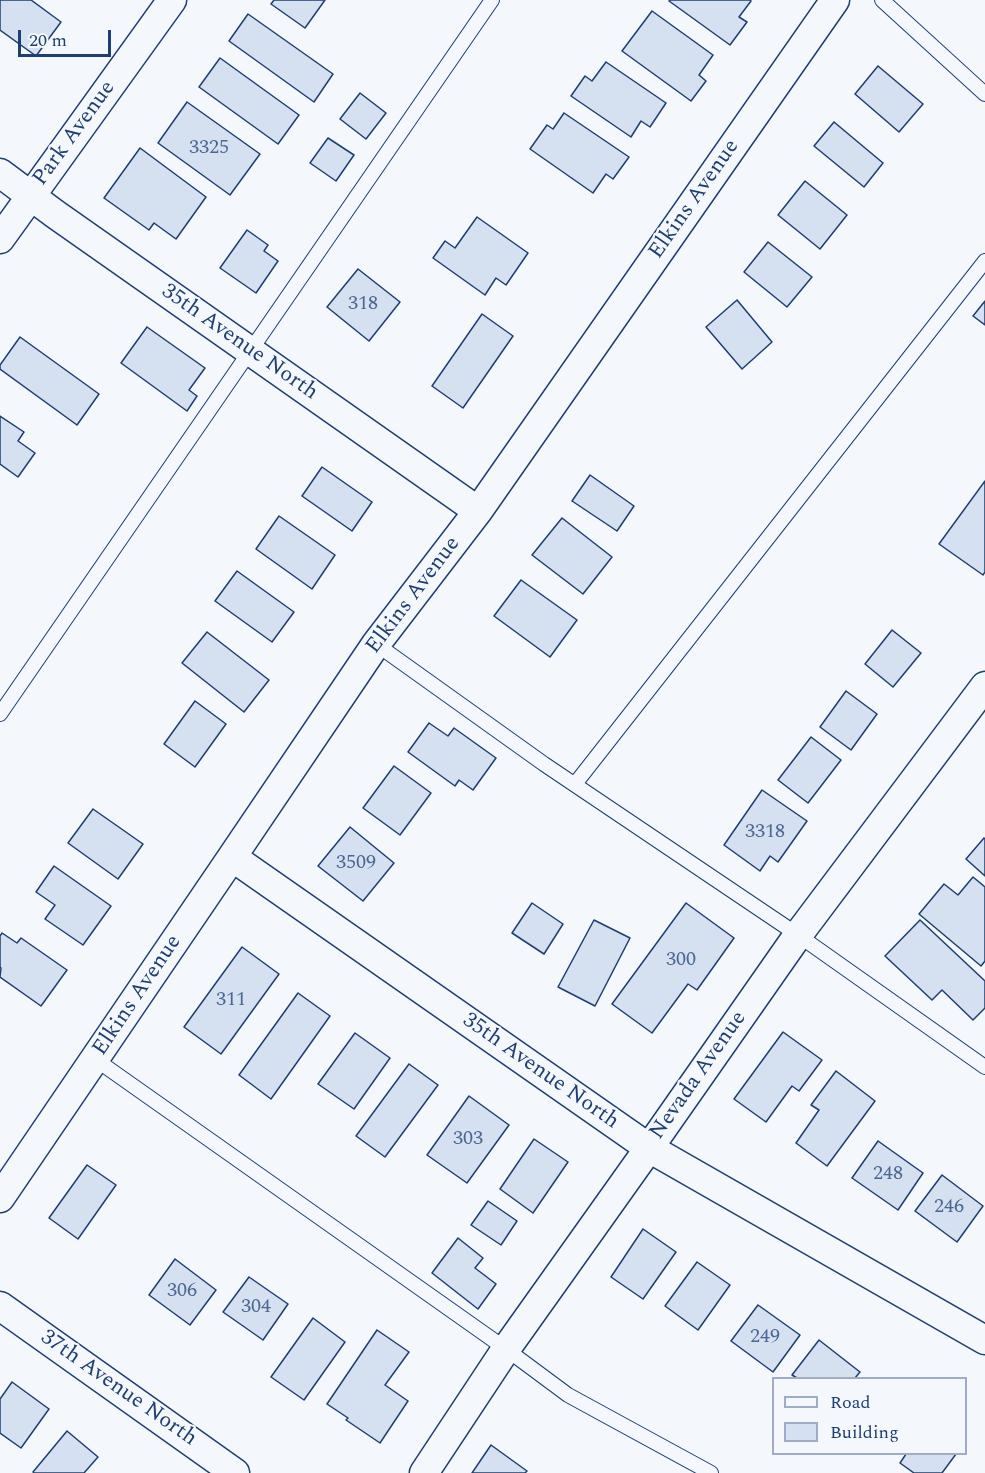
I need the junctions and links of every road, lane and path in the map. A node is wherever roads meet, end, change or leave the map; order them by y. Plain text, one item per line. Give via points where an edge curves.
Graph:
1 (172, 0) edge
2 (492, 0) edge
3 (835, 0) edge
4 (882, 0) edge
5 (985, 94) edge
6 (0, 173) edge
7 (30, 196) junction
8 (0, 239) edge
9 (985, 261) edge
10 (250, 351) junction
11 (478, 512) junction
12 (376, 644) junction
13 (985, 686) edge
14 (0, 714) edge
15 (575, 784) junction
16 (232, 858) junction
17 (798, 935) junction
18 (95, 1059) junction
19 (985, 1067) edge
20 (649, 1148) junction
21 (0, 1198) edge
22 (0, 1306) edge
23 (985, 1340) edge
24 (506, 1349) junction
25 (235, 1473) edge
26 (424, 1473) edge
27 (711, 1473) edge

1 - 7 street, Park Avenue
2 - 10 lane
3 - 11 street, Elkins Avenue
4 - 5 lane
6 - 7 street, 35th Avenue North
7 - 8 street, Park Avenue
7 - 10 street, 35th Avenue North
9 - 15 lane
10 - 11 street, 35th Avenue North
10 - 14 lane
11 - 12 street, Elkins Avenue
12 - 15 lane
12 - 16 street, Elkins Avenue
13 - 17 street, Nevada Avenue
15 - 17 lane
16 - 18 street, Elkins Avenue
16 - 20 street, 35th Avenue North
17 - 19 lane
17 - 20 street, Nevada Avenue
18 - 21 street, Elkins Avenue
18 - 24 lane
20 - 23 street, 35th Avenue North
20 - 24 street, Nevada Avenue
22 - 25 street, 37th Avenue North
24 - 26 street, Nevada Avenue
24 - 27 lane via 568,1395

-------

Exercise details
Check each line above for the string "lane" and return those that contain it.

Exercise output
I need the junctions and links of every road, lane and path in the map. A node is wherever roads meet, end, change or leave the map; order them by y. Plain text, one item per line. Give via points where an edge curves.
2 - 10 lane
4 - 5 lane
9 - 15 lane
10 - 14 lane
12 - 15 lane
15 - 17 lane
17 - 19 lane
18 - 24 lane
24 - 27 lane via 568,1395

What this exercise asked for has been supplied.